Data: Survey data collected via SurveyMonkey. Raw data available in the repository under CC BY 4.0 as stated in the published papers. Original pilot data also available on figshare.

Code:

  • revised-etl – reads raw SurveyMonkey export, reconciles two-wave data structure, applies variable coding decisions, outputs revised-data.xlsx (9 analytical tabs) and revised-data-ranked-choice.xlsx

  • revised-models – data loading, descriptive statistics, proportion tables, all Bayesian and logistic regression models, results sunk to revised output txt files, model objects saved as RDS; includes consolidated model fit checks (revised-results-fit-checks.txt)

  • revised-figures – loads saved model objects, builds all five figures for the 2022 paper, saves as PNG

  • revised-annals-figures – builds all figures for the 2020 pilot paper including new ranked choice visualisations, saves as PNG

Project Artifacts:

  • 2022 paper figures: revised-fig1.png through revised-fig5.png

  • 2020 pilot figures: revised-annals-fig1.png through revised-annals-fig4.png; revised-annals-fig-rc-stacked.png, revised-annals-fig-rc-dot.png, revised-annals-fig-rc-heat.png

  • Model results: output txt files for descriptives, proportion tables, general safety, specific safety concerns, safety measures, feelings, surveillance behaviour, and model fit checks

Environment:

  • renv.lock and renv/ – restore with renv::restore()

License:

  • Code and scripts © Kara C. Hoover, licensed under the MIT License.

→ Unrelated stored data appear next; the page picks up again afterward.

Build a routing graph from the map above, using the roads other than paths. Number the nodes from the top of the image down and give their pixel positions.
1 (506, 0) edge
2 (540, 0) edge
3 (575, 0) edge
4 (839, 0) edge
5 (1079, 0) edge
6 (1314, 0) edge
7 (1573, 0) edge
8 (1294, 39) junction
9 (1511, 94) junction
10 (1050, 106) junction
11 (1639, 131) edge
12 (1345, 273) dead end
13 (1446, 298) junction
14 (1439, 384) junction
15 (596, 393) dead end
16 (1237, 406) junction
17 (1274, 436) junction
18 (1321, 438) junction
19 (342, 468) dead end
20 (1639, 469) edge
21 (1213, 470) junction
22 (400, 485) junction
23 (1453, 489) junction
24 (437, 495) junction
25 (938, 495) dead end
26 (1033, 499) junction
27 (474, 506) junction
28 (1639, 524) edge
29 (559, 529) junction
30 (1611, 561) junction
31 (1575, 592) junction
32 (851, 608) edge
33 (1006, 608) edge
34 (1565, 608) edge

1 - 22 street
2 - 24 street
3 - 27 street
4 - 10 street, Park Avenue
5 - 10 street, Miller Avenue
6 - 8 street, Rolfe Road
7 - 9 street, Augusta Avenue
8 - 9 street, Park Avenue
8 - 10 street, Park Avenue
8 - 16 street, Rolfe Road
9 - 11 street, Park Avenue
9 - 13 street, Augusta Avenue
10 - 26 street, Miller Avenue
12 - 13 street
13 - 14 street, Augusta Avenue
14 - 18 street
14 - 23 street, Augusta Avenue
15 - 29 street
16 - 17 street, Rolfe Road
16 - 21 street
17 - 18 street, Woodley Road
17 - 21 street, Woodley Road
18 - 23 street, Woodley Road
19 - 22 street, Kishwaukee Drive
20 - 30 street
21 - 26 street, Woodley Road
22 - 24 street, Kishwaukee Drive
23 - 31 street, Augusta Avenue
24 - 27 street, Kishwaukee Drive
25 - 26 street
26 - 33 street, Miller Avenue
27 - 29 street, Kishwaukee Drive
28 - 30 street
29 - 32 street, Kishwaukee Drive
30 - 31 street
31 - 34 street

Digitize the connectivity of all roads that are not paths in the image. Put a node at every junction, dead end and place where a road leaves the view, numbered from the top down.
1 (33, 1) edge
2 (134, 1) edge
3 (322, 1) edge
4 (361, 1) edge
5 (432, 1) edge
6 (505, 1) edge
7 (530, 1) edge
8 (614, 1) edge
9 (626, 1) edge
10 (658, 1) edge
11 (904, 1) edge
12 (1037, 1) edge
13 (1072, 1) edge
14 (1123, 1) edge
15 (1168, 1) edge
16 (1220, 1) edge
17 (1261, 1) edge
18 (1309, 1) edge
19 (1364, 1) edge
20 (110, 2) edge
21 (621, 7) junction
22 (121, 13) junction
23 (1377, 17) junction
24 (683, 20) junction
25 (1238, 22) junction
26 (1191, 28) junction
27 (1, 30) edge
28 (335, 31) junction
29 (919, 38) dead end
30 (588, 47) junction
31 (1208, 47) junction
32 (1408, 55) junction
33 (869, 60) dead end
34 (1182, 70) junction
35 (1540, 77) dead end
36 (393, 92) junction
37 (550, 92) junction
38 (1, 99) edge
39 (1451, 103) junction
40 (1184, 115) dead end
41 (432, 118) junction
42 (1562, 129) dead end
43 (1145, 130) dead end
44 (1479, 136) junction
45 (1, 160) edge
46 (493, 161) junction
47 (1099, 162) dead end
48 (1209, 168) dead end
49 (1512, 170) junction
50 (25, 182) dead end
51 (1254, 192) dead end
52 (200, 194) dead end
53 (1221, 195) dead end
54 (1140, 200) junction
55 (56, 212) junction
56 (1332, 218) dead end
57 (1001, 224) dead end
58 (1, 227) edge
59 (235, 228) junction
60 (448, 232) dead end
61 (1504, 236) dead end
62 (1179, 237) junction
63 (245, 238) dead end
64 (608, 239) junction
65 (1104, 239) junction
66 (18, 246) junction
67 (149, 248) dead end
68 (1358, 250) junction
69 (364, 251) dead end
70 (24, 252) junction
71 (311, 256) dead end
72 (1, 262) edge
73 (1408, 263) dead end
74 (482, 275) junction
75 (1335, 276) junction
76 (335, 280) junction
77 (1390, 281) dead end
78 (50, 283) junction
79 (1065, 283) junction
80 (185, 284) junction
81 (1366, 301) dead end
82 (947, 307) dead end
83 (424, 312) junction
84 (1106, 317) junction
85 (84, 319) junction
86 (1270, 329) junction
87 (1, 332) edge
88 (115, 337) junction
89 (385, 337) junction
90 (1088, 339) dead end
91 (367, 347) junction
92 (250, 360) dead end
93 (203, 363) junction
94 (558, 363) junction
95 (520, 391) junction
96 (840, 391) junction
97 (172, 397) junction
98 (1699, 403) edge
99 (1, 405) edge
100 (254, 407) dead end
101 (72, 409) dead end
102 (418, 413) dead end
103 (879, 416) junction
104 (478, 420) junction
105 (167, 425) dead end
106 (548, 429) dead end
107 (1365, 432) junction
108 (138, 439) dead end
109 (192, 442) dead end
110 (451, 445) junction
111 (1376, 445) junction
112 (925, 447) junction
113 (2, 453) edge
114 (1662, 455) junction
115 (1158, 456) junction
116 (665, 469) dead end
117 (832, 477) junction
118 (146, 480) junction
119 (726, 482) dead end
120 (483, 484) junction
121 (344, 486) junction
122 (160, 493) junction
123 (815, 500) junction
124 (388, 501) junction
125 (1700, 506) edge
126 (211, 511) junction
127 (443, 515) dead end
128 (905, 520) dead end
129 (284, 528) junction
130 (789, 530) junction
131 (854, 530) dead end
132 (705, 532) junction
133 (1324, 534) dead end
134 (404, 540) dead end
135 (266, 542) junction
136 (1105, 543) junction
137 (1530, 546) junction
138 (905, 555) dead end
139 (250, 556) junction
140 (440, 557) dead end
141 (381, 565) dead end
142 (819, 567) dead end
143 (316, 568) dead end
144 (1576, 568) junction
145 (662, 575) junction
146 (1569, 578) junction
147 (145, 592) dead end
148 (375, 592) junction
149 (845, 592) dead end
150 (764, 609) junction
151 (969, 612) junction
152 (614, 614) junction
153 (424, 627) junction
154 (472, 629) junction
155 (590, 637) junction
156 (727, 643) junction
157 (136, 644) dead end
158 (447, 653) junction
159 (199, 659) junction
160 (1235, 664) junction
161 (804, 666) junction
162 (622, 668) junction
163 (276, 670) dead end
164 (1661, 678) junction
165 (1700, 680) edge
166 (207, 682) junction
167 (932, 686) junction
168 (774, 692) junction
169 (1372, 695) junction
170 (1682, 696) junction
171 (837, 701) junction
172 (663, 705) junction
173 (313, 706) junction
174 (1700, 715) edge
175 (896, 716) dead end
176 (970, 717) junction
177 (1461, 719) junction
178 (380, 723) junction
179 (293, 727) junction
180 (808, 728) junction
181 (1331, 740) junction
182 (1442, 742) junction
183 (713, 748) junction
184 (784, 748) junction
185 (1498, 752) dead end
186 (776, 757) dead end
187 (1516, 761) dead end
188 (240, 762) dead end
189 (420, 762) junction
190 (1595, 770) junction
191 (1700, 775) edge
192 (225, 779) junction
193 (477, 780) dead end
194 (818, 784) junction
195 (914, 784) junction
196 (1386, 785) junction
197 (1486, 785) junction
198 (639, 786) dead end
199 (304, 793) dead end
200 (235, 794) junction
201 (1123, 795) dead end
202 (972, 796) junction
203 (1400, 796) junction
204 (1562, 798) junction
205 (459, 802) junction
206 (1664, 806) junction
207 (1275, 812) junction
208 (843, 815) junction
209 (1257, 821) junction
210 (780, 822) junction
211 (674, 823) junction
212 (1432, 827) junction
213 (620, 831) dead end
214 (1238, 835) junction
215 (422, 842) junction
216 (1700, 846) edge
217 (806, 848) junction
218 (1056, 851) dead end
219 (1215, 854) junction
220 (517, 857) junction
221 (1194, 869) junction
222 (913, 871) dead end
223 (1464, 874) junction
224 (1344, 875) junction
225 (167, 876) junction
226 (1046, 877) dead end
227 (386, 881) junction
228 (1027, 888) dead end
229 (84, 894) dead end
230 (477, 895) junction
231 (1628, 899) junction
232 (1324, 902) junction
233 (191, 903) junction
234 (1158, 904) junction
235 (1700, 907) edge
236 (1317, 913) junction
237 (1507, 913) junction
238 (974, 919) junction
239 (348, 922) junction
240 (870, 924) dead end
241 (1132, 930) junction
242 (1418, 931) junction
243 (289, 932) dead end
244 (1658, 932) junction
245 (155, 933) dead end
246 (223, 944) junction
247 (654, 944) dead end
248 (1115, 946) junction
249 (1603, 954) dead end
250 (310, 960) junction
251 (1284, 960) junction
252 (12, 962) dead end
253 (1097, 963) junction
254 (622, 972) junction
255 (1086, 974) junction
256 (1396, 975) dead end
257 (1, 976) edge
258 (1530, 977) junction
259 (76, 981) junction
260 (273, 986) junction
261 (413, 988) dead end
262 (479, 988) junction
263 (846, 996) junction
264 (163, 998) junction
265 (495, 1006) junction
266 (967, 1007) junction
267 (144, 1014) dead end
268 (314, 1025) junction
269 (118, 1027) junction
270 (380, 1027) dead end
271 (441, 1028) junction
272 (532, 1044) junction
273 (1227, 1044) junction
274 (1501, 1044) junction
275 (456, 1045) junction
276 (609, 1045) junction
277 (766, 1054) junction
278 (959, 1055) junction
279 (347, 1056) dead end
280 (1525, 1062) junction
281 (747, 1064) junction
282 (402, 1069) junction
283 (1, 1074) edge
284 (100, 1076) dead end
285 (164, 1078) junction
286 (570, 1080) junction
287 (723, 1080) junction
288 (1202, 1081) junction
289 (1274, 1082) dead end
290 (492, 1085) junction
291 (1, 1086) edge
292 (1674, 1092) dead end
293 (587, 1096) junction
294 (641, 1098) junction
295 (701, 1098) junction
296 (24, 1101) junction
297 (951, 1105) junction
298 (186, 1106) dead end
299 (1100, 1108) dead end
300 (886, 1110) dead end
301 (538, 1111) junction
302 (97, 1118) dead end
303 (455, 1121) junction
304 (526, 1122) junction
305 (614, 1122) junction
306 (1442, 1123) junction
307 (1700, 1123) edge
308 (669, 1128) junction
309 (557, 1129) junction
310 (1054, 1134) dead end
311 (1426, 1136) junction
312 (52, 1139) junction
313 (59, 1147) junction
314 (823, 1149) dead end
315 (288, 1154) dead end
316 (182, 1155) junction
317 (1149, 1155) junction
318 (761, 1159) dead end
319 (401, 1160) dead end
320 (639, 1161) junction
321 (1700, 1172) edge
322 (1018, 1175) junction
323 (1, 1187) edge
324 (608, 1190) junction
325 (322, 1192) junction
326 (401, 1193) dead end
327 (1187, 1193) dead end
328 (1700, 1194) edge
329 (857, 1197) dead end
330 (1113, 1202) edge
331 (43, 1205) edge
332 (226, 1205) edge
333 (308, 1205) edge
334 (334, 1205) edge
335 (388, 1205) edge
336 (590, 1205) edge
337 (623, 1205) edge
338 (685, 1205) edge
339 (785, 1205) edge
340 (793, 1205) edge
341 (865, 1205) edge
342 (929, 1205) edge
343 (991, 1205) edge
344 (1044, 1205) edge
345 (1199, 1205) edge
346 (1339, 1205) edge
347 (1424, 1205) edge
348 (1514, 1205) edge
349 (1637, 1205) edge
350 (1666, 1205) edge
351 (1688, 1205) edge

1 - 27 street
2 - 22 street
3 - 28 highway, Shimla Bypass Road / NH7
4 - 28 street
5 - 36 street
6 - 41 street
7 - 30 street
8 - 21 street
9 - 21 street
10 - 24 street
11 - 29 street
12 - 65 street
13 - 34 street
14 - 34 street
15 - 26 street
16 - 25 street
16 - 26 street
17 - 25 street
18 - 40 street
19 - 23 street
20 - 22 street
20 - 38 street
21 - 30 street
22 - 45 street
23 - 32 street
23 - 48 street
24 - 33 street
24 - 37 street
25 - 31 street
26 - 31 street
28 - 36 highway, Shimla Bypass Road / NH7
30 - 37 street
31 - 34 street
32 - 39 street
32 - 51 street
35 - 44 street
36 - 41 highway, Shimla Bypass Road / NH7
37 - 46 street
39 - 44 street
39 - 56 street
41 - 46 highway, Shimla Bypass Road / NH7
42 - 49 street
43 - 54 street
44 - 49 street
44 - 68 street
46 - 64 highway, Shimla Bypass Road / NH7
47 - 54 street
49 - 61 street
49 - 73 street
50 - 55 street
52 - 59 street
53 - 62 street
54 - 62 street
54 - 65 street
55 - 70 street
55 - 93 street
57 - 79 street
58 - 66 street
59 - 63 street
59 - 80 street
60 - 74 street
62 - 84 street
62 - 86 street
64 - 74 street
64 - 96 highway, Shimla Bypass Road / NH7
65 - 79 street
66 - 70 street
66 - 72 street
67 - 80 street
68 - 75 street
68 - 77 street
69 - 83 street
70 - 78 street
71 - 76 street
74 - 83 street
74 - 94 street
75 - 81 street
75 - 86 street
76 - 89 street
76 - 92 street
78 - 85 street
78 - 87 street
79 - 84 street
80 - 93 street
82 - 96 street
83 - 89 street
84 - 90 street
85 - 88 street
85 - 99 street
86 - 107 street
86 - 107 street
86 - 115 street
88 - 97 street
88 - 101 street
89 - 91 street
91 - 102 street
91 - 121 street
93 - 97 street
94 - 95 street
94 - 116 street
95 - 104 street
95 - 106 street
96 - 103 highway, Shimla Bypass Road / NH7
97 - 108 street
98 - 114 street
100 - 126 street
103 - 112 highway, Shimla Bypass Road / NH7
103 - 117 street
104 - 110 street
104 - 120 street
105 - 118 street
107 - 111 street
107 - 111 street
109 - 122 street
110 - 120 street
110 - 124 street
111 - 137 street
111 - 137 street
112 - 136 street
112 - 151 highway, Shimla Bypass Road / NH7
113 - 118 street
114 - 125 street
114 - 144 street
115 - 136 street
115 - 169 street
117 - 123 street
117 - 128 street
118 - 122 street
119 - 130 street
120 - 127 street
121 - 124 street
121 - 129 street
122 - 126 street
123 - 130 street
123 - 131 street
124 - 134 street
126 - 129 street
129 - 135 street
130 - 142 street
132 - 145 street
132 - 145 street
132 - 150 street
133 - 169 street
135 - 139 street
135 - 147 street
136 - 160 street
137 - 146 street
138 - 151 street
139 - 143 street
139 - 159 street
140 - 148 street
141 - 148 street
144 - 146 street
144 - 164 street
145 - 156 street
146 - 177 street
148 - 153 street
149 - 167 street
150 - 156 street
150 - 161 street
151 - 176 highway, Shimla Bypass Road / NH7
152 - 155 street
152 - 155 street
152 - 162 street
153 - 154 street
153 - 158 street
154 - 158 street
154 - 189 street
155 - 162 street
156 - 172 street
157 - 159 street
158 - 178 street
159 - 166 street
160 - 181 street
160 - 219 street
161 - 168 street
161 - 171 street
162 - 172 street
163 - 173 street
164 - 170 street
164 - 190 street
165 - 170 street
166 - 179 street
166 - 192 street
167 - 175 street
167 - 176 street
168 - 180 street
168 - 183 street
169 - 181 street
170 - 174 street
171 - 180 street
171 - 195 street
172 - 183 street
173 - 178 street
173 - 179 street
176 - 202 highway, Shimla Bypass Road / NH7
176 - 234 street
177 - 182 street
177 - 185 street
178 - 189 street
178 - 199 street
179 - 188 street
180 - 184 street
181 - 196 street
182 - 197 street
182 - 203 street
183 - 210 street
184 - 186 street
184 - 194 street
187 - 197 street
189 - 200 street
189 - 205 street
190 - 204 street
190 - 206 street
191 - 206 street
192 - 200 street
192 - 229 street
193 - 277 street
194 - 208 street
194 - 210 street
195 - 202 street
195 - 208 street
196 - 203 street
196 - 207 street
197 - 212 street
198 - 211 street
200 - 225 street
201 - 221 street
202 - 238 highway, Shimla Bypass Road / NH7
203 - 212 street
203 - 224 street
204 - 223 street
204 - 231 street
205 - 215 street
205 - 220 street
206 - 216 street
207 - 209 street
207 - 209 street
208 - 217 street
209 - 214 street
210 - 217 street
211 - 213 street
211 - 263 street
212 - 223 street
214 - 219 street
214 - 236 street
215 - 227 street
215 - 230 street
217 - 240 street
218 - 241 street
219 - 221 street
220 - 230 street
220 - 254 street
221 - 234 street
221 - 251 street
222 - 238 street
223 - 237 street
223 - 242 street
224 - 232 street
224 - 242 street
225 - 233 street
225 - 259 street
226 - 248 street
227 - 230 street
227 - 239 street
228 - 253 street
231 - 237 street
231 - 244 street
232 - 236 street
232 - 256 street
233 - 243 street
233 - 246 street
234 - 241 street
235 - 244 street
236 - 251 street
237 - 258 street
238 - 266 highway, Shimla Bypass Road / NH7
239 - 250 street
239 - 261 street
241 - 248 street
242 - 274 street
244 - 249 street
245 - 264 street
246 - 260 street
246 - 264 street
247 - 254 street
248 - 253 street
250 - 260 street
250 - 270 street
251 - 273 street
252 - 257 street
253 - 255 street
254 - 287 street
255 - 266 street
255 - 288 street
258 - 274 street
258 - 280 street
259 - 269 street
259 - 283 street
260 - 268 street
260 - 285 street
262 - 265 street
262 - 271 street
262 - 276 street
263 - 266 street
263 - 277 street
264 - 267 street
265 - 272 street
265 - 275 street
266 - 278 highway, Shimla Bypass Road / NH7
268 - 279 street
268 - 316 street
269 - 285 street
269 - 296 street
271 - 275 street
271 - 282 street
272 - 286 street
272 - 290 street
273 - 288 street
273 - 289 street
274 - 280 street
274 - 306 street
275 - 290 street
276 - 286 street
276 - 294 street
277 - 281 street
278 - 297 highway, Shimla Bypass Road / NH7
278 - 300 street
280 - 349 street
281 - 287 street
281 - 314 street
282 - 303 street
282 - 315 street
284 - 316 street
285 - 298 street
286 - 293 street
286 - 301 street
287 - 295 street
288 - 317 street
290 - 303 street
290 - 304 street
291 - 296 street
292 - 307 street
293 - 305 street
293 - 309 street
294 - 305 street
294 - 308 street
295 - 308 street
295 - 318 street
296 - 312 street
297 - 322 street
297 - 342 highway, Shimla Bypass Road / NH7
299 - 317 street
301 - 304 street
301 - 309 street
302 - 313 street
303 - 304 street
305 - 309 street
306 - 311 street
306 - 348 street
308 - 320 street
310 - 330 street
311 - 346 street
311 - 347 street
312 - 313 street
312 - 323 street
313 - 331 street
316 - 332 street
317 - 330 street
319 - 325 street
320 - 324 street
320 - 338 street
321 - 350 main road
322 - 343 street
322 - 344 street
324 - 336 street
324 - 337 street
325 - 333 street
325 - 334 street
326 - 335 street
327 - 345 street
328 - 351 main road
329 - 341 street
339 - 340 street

  • Data, figures, and written content © Kara C. Hoover, licensed under CC BY-NC-ND 4.0.


Tools & Technologies

Languages: R

Packages: readxl | dplyr | tidyr | writexl | janitor | broom | PerformanceAnalytics | ordinal | brms | coda | performance | see | car | ggplot2 | scales | cowplot | ggeffects


Expertise

Domain Expertise: survey design | survey data analysis | Bayesian modeling | logistic regression | public safety | surveillance studies | human geography

Transferable Expertise: Demonstrates ability to design and execute a mixed-methods empirical study – from survey instrument through multivariate modeling to policy-relevant interpretation – in a domain with direct applications in smart city planning, event security, and community-centred policing policy. Also demonstrates transparent data stewardship: documenting coding decisions, reconciling multi-wave survey data, and honestly accounting for reproducibility challenges when original methods documentation is incomplete.